* Your instructions
An exact copy of every entry is what's needed, so please transcribe them all.
===
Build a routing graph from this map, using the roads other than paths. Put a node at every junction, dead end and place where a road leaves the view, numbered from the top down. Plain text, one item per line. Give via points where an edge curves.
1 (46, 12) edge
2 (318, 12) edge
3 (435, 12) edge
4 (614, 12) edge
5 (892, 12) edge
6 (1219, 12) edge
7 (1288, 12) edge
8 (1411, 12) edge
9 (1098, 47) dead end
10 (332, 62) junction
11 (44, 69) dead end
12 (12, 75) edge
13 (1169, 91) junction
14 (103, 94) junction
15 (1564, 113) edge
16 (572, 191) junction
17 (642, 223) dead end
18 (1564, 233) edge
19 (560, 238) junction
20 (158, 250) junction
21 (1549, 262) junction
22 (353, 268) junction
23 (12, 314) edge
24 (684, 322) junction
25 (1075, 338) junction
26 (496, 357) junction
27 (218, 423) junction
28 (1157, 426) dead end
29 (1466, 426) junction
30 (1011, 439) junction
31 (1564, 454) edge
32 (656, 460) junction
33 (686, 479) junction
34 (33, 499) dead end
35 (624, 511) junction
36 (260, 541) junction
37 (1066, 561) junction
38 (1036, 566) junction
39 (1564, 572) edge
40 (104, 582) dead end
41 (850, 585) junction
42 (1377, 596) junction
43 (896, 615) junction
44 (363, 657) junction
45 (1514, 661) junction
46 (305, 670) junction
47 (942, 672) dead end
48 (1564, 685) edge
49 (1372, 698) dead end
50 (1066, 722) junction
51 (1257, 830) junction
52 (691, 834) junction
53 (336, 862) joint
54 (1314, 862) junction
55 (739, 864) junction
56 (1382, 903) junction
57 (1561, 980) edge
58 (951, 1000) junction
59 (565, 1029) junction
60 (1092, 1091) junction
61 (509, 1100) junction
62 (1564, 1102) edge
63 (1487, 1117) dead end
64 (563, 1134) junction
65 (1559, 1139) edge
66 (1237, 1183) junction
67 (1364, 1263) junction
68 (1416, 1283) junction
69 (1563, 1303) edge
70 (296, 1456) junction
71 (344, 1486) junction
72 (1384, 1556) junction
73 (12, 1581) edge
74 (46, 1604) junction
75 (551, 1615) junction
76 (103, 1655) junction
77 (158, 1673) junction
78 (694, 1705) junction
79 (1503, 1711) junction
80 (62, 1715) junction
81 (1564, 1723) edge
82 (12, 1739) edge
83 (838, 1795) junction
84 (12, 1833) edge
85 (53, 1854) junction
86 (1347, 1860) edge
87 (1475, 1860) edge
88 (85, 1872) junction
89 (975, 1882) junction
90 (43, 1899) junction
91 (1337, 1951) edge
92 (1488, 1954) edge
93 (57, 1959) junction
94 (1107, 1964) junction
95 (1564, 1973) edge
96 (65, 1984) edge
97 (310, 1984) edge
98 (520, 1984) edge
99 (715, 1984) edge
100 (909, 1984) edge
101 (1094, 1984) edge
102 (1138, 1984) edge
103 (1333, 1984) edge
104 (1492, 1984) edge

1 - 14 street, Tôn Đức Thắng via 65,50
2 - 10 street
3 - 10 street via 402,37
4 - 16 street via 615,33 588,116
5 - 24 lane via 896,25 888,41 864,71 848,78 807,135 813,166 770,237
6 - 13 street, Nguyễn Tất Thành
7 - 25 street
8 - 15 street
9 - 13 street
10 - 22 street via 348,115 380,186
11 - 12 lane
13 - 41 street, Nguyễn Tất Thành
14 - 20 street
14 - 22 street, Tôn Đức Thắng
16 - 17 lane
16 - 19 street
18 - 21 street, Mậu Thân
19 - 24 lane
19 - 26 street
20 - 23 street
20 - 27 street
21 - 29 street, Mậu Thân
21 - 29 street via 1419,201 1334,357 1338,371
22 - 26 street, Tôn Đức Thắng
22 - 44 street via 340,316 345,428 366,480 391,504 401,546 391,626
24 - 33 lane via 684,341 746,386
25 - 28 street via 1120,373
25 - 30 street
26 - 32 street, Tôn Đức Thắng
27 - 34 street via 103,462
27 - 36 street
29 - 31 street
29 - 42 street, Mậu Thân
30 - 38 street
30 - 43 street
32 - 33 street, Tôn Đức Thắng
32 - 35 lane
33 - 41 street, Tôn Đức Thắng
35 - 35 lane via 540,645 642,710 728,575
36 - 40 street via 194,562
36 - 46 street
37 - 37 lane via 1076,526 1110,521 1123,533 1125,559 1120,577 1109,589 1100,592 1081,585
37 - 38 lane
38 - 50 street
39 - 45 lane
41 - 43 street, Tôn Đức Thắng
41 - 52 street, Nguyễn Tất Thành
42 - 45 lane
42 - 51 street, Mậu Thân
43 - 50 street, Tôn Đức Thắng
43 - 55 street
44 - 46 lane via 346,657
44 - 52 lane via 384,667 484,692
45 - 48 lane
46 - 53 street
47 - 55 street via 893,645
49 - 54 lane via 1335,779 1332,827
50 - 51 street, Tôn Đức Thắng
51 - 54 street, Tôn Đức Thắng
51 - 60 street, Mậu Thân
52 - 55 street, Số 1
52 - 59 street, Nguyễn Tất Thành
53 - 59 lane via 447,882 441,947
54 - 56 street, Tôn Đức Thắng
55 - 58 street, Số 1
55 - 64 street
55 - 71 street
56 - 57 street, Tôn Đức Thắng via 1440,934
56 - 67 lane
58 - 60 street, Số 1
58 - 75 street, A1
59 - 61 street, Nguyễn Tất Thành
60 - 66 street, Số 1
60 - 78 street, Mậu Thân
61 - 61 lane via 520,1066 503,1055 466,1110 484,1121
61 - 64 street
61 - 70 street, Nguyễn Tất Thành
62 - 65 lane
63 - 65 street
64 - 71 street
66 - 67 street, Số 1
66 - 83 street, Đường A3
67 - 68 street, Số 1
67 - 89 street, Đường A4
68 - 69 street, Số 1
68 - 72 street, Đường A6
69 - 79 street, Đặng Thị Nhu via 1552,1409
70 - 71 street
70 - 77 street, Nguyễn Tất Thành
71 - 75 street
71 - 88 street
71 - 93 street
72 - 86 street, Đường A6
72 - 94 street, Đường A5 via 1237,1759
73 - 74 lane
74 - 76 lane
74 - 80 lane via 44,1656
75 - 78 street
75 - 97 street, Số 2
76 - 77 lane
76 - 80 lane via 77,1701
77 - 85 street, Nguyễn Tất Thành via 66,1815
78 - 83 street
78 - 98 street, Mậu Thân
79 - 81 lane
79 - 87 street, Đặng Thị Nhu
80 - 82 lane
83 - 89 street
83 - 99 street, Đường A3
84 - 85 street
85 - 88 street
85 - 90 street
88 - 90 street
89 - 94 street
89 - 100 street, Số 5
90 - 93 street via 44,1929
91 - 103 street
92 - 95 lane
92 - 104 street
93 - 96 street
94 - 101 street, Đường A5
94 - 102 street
===
* Result of this exercise
Build a routing graph from this map, using the roads other than paths. Put a node at every junction, dead end and place where a road leaves the view, numbered from the top down. Plain text, one item per line. Give via points where an edge curves.
1 (46, 12) edge
2 (318, 12) edge
3 (435, 12) edge
4 (614, 12) edge
5 (892, 12) edge
6 (1219, 12) edge
7 (1288, 12) edge
8 (1411, 12) edge
9 (1098, 47) dead end
10 (332, 62) junction
11 (44, 69) dead end
12 (12, 75) edge
13 (1169, 91) junction
14 (103, 94) junction
15 (1564, 113) edge
16 (572, 191) junction
17 (642, 223) dead end
18 (1564, 233) edge
19 (560, 238) junction
20 (158, 250) junction
21 (1549, 262) junction
22 (353, 268) junction
23 (12, 314) edge
24 (684, 322) junction
25 (1075, 338) junction
26 (496, 357) junction
27 (218, 423) junction
28 (1157, 426) dead end
29 (1466, 426) junction
30 (1011, 439) junction
31 (1564, 454) edge
32 (656, 460) junction
33 (686, 479) junction
34 (33, 499) dead end
35 (624, 511) junction
36 (260, 541) junction
37 (1066, 561) junction
38 (1036, 566) junction
39 (1564, 572) edge
40 (104, 582) dead end
41 (850, 585) junction
42 (1377, 596) junction
43 (896, 615) junction
44 (363, 657) junction
45 (1514, 661) junction
46 (305, 670) junction
47 (942, 672) dead end
48 (1564, 685) edge
49 (1372, 698) dead end
50 (1066, 722) junction
51 (1257, 830) junction
52 (691, 834) junction
53 (336, 862) joint
54 (1314, 862) junction
55 (739, 864) junction
56 (1382, 903) junction
57 (1561, 980) edge
58 (951, 1000) junction
59 (565, 1029) junction
60 (1092, 1091) junction
61 (509, 1100) junction
62 (1564, 1102) edge
63 (1487, 1117) dead end
64 (563, 1134) junction
65 (1559, 1139) edge
66 (1237, 1183) junction
67 (1364, 1263) junction
68 (1416, 1283) junction
69 (1563, 1303) edge
70 (296, 1456) junction
71 (344, 1486) junction
72 (1384, 1556) junction
73 (12, 1581) edge
74 (46, 1604) junction
75 (551, 1615) junction
76 (103, 1655) junction
77 (158, 1673) junction
78 (694, 1705) junction
79 (1503, 1711) junction
80 (62, 1715) junction
81 (1564, 1723) edge
82 (12, 1739) edge
83 (838, 1795) junction
84 (12, 1833) edge
85 (53, 1854) junction
86 (1347, 1860) edge
87 (1475, 1860) edge
88 (85, 1872) junction
89 (975, 1882) junction
90 (43, 1899) junction
91 (1337, 1951) edge
92 (1488, 1954) edge
93 (57, 1959) junction
94 (1107, 1964) junction
95 (1564, 1973) edge
96 (65, 1984) edge
97 (310, 1984) edge
98 (520, 1984) edge
99 (715, 1984) edge
100 (909, 1984) edge
101 (1094, 1984) edge
102 (1138, 1984) edge
103 (1333, 1984) edge
104 (1492, 1984) edge

1 - 14 street, Tôn Đức Thắng via 65,50
2 - 10 street
3 - 10 street via 402,37
4 - 16 street via 615,33 588,116
5 - 24 lane via 896,25 888,41 864,71 848,78 807,135 813,166 770,237
6 - 13 street, Nguyễn Tất Thành
7 - 25 street
8 - 15 street
9 - 13 street
10 - 22 street via 348,115 380,186
11 - 12 lane
13 - 41 street, Nguyễn Tất Thành
14 - 20 street
14 - 22 street, Tôn Đức Thắng
16 - 17 lane
16 - 19 street
18 - 21 street, Mậu Thân
19 - 24 lane
19 - 26 street
20 - 23 street
20 - 27 street
21 - 29 street, Mậu Thân
21 - 29 street via 1419,201 1334,357 1338,371
22 - 26 street, Tôn Đức Thắng
22 - 44 street via 340,316 345,428 366,480 391,504 401,546 391,626
24 - 33 lane via 684,341 746,386
25 - 28 street via 1120,373
25 - 30 street
26 - 32 street, Tôn Đức Thắng
27 - 34 street via 103,462
27 - 36 street
29 - 31 street
29 - 42 street, Mậu Thân
30 - 38 street
30 - 43 street
32 - 33 street, Tôn Đức Thắng
32 - 35 lane
33 - 41 street, Tôn Đức Thắng
35 - 35 lane via 540,645 642,710 728,575
36 - 40 street via 194,562
36 - 46 street
37 - 37 lane via 1076,526 1110,521 1123,533 1125,559 1120,577 1109,589 1100,592 1081,585
37 - 38 lane
38 - 50 street
39 - 45 lane
41 - 43 street, Tôn Đức Thắng
41 - 52 street, Nguyễn Tất Thành
42 - 45 lane
42 - 51 street, Mậu Thân
43 - 50 street, Tôn Đức Thắng
43 - 55 street
44 - 46 lane via 346,657
44 - 52 lane via 384,667 484,692
45 - 48 lane
46 - 53 street
47 - 55 street via 893,645
49 - 54 lane via 1335,779 1332,827
50 - 51 street, Tôn Đức Thắng
51 - 54 street, Tôn Đức Thắng
51 - 60 street, Mậu Thân
52 - 55 street, Số 1
52 - 59 street, Nguyễn Tất Thành
53 - 59 lane via 447,882 441,947
54 - 56 street, Tôn Đức Thắng
55 - 58 street, Số 1
55 - 64 street
55 - 71 street
56 - 57 street, Tôn Đức Thắng via 1440,934
56 - 67 lane
58 - 60 street, Số 1
58 - 75 street, A1
59 - 61 street, Nguyễn Tất Thành
60 - 66 street, Số 1
60 - 78 street, Mậu Thân
61 - 61 lane via 520,1066 503,1055 466,1110 484,1121
61 - 64 street
61 - 70 street, Nguyễn Tất Thành
62 - 65 lane
63 - 65 street
64 - 71 street
66 - 67 street, Số 1
66 - 83 street, Đường A3
67 - 68 street, Số 1
67 - 89 street, Đường A4
68 - 69 street, Số 1
68 - 72 street, Đường A6
69 - 79 street, Đặng Thị Nhu via 1552,1409
70 - 71 street
70 - 77 street, Nguyễn Tất Thành
71 - 75 street
71 - 88 street
71 - 93 street
72 - 86 street, Đường A6
72 - 94 street, Đường A5 via 1237,1759
73 - 74 lane
74 - 76 lane
74 - 80 lane via 44,1656
75 - 78 street
75 - 97 street, Số 2
76 - 77 lane
76 - 80 lane via 77,1701
77 - 85 street, Nguyễn Tất Thành via 66,1815
78 - 83 street
78 - 98 street, Mậu Thân
79 - 81 lane
79 - 87 street, Đặng Thị Nhu
80 - 82 lane
83 - 89 street
83 - 99 street, Đường A3
84 - 85 street
85 - 88 street
85 - 90 street
88 - 90 street
89 - 94 street
89 - 100 street, Số 5
90 - 93 street via 44,1929
91 - 103 street
92 - 95 lane
92 - 104 street
93 - 96 street
94 - 101 street, Đường A5
94 - 102 street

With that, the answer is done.